DATASET EXCERPTS START

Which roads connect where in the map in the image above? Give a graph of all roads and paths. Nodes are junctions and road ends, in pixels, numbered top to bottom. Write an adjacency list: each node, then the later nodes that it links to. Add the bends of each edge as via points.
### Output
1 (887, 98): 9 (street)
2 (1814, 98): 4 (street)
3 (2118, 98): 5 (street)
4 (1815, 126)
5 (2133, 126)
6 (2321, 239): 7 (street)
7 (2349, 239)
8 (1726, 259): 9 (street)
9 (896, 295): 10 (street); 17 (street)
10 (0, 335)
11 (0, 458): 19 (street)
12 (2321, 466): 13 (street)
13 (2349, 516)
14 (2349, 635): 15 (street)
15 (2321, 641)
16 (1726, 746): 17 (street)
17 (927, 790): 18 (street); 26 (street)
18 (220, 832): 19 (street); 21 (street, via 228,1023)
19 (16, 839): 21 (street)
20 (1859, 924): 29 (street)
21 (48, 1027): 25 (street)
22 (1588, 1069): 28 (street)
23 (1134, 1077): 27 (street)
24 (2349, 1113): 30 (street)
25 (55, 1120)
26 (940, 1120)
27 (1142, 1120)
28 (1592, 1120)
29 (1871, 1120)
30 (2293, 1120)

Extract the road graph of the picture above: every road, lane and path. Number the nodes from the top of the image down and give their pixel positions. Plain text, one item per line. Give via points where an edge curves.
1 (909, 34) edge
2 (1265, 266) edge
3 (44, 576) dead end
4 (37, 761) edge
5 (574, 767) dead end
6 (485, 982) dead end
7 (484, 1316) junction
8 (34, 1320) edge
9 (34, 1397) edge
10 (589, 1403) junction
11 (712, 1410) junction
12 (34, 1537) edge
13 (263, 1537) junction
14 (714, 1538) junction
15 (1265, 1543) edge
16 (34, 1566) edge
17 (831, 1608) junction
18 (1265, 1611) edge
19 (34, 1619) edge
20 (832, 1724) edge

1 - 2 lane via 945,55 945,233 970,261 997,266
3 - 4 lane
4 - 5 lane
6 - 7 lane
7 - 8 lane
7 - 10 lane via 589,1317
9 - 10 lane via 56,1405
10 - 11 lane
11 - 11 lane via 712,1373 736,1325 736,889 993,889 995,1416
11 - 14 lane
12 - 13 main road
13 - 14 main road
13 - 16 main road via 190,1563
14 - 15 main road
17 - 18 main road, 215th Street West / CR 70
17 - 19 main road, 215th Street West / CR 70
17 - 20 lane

DATASET EXCERPTS END

» WORK INSTRUCTION:
Without leaving anything out, repeat every entry shown above.

» WORKED SOLUTION:
Which roads connect where in the map in the image above? Give a graph of all roads and paths. Nodes are junctions and road ends, in pixels, numbered top to bottom. Write an adjacency list: each node, then the later nodes that it links to. Add the bends of each edge as via points.
### Output
1 (887, 98): 9 (street)
2 (1814, 98): 4 (street)
3 (2118, 98): 5 (street)
4 (1815, 126)
5 (2133, 126)
6 (2321, 239): 7 (street)
7 (2349, 239)
8 (1726, 259): 9 (street)
9 (896, 295): 10 (street); 17 (street)
10 (0, 335)
11 (0, 458): 19 (street)
12 (2321, 466): 13 (street)
13 (2349, 516)
14 (2349, 635): 15 (street)
15 (2321, 641)
16 (1726, 746): 17 (street)
17 (927, 790): 18 (street); 26 (street)
18 (220, 832): 19 (street); 21 (street, via 228,1023)
19 (16, 839): 21 (street)
20 (1859, 924): 29 (street)
21 (48, 1027): 25 (street)
22 (1588, 1069): 28 (street)
23 (1134, 1077): 27 (street)
24 (2349, 1113): 30 (street)
25 (55, 1120)
26 (940, 1120)
27 (1142, 1120)
28 (1592, 1120)
29 (1871, 1120)
30 (2293, 1120)

Extract the road graph of the picture above: every road, lane and path. Number the nodes from the top of the image down and give their pixel positions. Plain text, one item per line. Give via points where an edge curves.
1 (909, 34) edge
2 (1265, 266) edge
3 (44, 576) dead end
4 (37, 761) edge
5 (574, 767) dead end
6 (485, 982) dead end
7 (484, 1316) junction
8 (34, 1320) edge
9 (34, 1397) edge
10 (589, 1403) junction
11 (712, 1410) junction
12 (34, 1537) edge
13 (263, 1537) junction
14 (714, 1538) junction
15 (1265, 1543) edge
16 (34, 1566) edge
17 (831, 1608) junction
18 (1265, 1611) edge
19 (34, 1619) edge
20 (832, 1724) edge

1 - 2 lane via 945,55 945,233 970,261 997,266
3 - 4 lane
4 - 5 lane
6 - 7 lane
7 - 8 lane
7 - 10 lane via 589,1317
9 - 10 lane via 56,1405
10 - 11 lane
11 - 11 lane via 712,1373 736,1325 736,889 993,889 995,1416
11 - 14 lane
12 - 13 main road
13 - 14 main road
13 - 16 main road via 190,1563
14 - 15 main road
17 - 18 main road, 215th Street West / CR 70
17 - 19 main road, 215th Street West / CR 70
17 - 20 lane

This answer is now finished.